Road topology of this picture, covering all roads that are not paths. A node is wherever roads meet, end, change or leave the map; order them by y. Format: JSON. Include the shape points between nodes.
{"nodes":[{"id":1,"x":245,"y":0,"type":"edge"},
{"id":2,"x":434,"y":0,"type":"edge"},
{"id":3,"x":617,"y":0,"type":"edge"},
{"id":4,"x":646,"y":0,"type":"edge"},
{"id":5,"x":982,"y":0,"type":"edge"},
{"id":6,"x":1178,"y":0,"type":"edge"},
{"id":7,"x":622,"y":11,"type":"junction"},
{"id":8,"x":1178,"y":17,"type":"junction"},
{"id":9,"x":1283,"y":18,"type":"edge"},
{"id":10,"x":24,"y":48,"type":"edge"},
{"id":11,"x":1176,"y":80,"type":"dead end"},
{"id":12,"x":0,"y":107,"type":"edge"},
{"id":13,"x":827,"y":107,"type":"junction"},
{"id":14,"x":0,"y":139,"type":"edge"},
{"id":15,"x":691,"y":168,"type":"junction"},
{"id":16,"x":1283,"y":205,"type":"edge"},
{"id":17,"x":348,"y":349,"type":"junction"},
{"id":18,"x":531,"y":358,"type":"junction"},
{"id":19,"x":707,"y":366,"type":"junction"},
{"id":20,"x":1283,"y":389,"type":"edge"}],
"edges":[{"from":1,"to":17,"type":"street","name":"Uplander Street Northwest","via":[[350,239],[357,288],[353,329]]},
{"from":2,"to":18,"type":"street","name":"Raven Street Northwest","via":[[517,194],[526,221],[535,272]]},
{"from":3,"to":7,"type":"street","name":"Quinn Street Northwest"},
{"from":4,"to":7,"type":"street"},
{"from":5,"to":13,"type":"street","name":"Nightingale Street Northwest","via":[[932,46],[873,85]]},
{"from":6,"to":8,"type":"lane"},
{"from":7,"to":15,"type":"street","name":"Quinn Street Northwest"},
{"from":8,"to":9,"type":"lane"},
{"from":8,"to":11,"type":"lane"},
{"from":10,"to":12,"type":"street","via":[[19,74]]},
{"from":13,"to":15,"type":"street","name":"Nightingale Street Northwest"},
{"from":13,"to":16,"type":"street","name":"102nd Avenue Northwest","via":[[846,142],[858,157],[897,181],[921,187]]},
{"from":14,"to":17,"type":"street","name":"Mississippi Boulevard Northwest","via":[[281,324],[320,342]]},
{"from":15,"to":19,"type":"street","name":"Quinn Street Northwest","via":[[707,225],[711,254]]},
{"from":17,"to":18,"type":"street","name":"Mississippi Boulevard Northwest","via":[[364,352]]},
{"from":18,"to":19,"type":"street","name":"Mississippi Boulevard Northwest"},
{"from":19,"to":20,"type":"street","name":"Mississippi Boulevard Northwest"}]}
+---+
If a line above holds the string "lane", return it as it stands.

■ Answer to the exercise:
{"from":6,"to":8,"type":"lane"},
{"from":8,"to":9,"type":"lane"},
{"from":8,"to":11,"type":"lane"},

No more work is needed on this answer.